Thanks for the nice words, Maximilian.


----------



## MichaelHodges (May 21, 2014)

EchoLocation said:


> awesome shot, both me and my wife loved it! I really like Outside magazine, congrats on the publication! that is just fantastic!
> how did you get it published by them? did you just submit it to the magazine? never really gave any actual thoughts to trying to get my shots published, but i'm very impressed!
> Great work!



Thanks Echo!


----------



## MichaelHodges (May 21, 2014)

old-pr-pix said:


> There is another oft repeated message this photo conveys... memorable photos don't always need the absolute best equipment! Photographers skill, patience & planning, a little bit of contrarian creativity and a dose of luck lead to a fantastic photo. And, it doesn't hurt to take time to enjoy the view either.
> 
> This image, run good size in a major magazine, was shot with a two generation old crop body with a lens that all us pixel peepers on CR know is soft and about to become obsolete! Sometimes "good enough" is just plain great!

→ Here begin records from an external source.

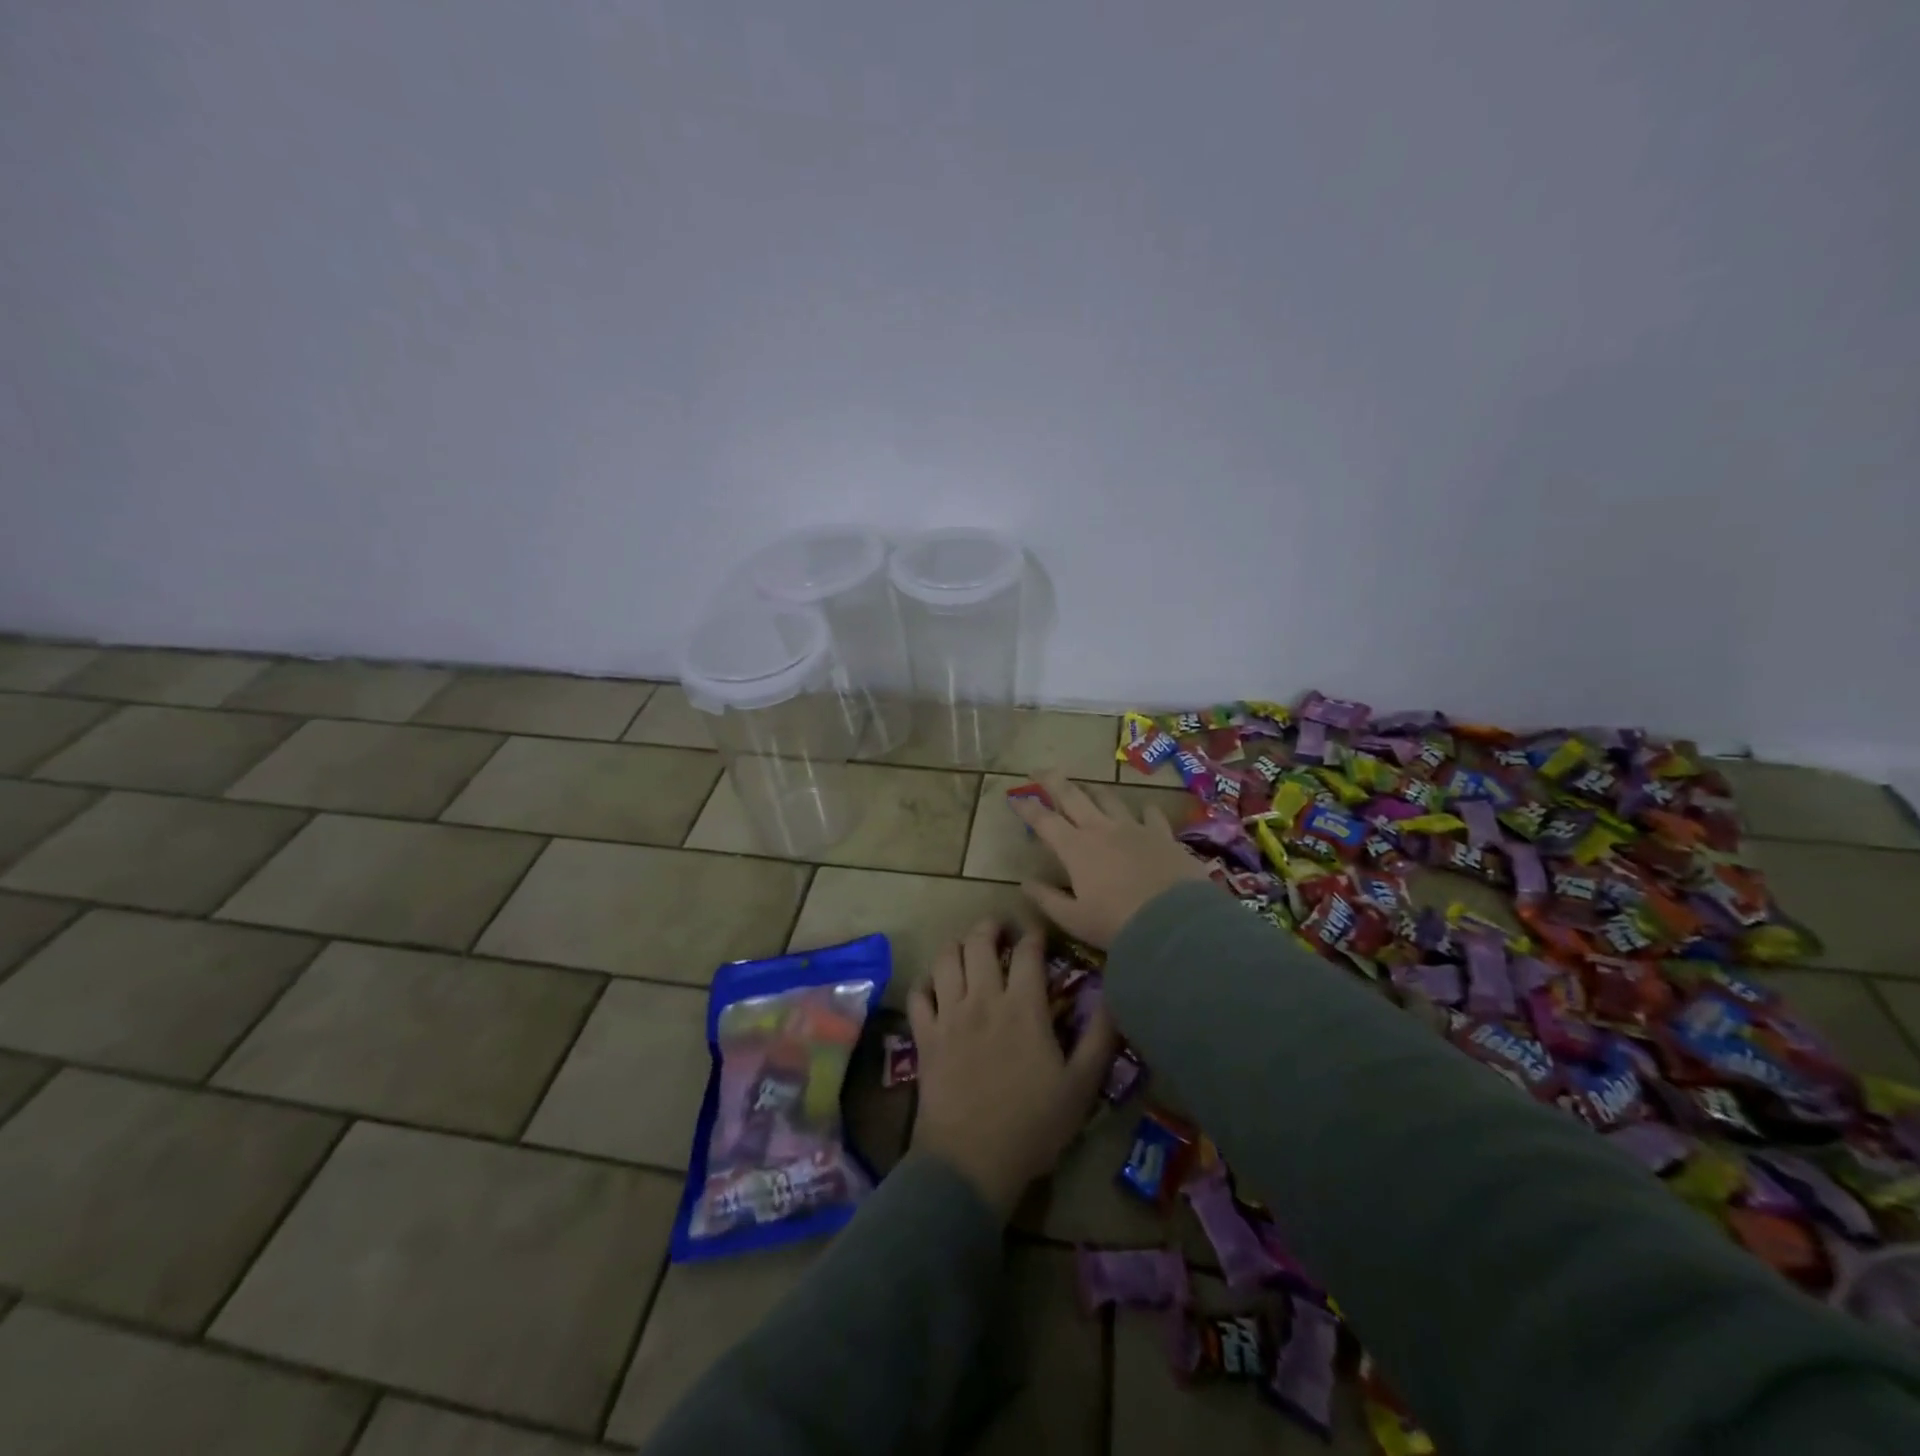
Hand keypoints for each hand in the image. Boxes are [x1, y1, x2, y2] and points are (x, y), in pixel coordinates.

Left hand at [908, 921, 1117, 1216]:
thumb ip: (1099, 1038)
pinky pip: (919, 994)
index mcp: (1023, 1007)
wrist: (970, 1162)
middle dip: (990, 926)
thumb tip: (1114, 996)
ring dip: (958, 945)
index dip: (1034, 934)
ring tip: (968, 947)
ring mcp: (949, 1015)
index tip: (1039, 932)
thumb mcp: (1081, 1086)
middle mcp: (983, 999)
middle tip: (1000, 929)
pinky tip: (936, 985)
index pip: (1028, 952)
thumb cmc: (1033, 1126)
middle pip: (979, 942)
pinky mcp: (925, 1036)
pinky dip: (926, 982)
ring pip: (946, 959)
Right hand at [1009, 774, 1213, 947]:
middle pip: (1073, 797)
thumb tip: (1025, 882)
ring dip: (1094, 790)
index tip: (1014, 797)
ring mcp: (1133, 828)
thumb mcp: (1073, 919)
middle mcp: (1101, 830)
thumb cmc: (1116, 923)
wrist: (1173, 922)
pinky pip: (1151, 814)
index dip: (1027, 807)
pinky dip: (1144, 810)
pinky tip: (1144, 808)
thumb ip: (1047, 899)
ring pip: (1109, 799)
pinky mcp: (1162, 835)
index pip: (1044, 821)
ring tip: (1086, 786)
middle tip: (1041, 770)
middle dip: (1054, 782)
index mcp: (1075, 849)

Thanks.  I did take the photo in 2010, so at the time the 50D was sort of newish. I didn't start shopping the image until this year.

I really did like that camera, and never should've gotten rid of it. I actually preferred the output to my 7D. However, I wanted video. The 17-40L is just an awesome lens. Love it still, and don't plan to get rid of it.


----------



## Slyham (May 21, 2014)

Let me be another that says, GREAT SHOT!


----------



## sagittariansrock (May 22, 2014)

This shows that being at the right time at the right place can put you in the Outlook magazine.
Congratulations, squirrel!

P.S. Great shot, Michael.


----------